Speed-wise validating twice in theory shouldn't be too bad (nowhere near quadratic) and it should in theory be a simple enough thing to maintain both externally (count ops + maybe validate twice) and internally (at most #[derive(Clone)] in a few places)

[keithw]

Another possible idea to avoid transactions: instead of cloning at all in theory wasm validation is pretty fast so if you're willing to pay a 2x penalty then the implementation could validate once, keeping a count of how many operators were valid, and then upon seeing an invaild operator it could validate again, but only all the valid operators.
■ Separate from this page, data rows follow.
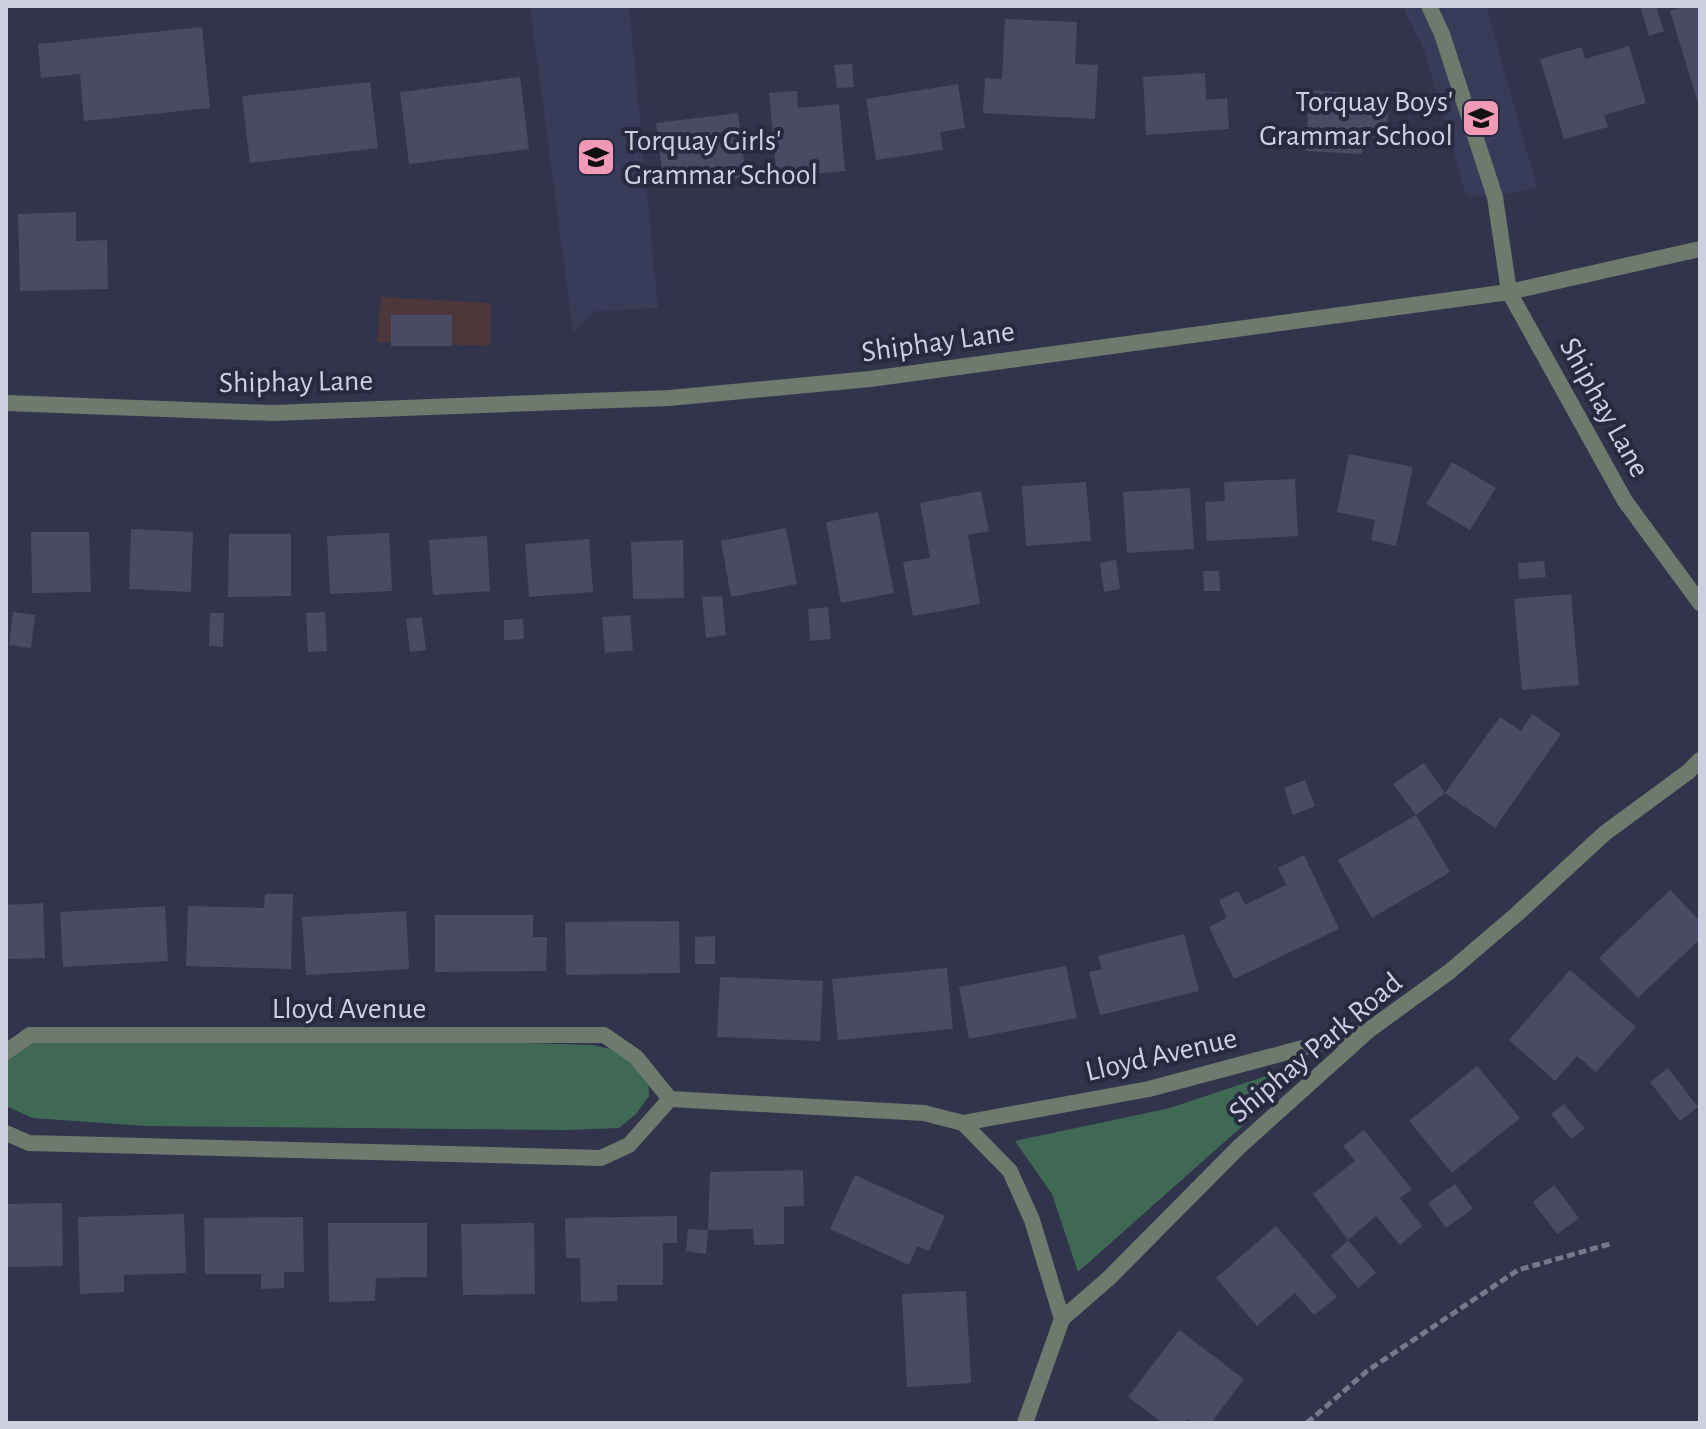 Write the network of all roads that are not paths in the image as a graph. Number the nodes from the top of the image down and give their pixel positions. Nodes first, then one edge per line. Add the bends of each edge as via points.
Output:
1 (1429, 6) edge
2 (1444, 6) edge
3 (1442, 34) junction
4 (1700, 249) edge
5 (1509, 292) junction
6 (6, 403) edge
7 (1700, 603) edge
8 (1700, 760) edge
9 (1369, 1030) junction
10 (6, 1052) edge
11 (670, 1099) junction
12 (963, 1123) junction
13 (6, 1133) edge
14 (1062, 1319) junction
15 (1025, 1423) edge

1 - 3 street
2 - 3 street
3 - 5 street via 1495,197
4 - 5 street
5 - 6 street, Shiphay Lane via 870,379 669,398 272,413
5 - 7 street, Shiphay Lane via 1625,501
8 - 9 street, Shiphay Park Road via 1605,833 1449,972
9 - 12 street, Lloyd Avenue via 1149,1089
9 - 14 street, Shiphay Park Road
10 - 11 street, Lloyd Avenue via 30,1035 604,1035 636,1057
11 - 12 street, Lloyd Avenue via 924,1113
11 - 13 street via 629,1145 601,1158 29,1143
12 - 14 street via 1010,1171 1032,1220
14 - 15 street, Shiphay Park Road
No disagreement that this would be a lot simpler -- I definitely wanted to do something like this before ending up with the try_op approach, and I respect that this is adding complexity to support one unusual use case. I think the main reason this would be problematic for us is that we don't want to quit and restart after the first invalidity, because we're using this to compute (and visually display) the type of each operator. E.g. if the user writes:

(func
  i32.add
  f32.add
)

... we're using try_op to figure out that the i32.add operator has type i32 i32 → i32 and the f32.add operator has type f32 f32 → f32. And then it draws a little visual dataflow showing the flow of the operands and letting the user see why things are invalid. We do this by parsing the validator errors and prepending the necessary drop and x.const / ref.null operators until that operator validates (and we can see the types popped from and pushed to the operand stack), then moving on to the next operator. I think it would be unfortunate if we had to restart validation from the beginning of the function every time there is a missing/mismatched param.

[alexcrichton]

Ok that sounds reasonable enough yeah. Although If you're interested I think it would also be quite reasonable to provide more structured information from errors rather than forcing you to parse error strings. The error type in wasmparser is pretty under-developed but would be quite reasonable to add more variants/kinds to which are exposed through non-string types in Rust.

The current organization as-is I feel pretty good about as well, so with the custom-#[cfg] idea above I'll flag this for merge.

Thanks again for your work here, and thanks for being up for talking through your use case!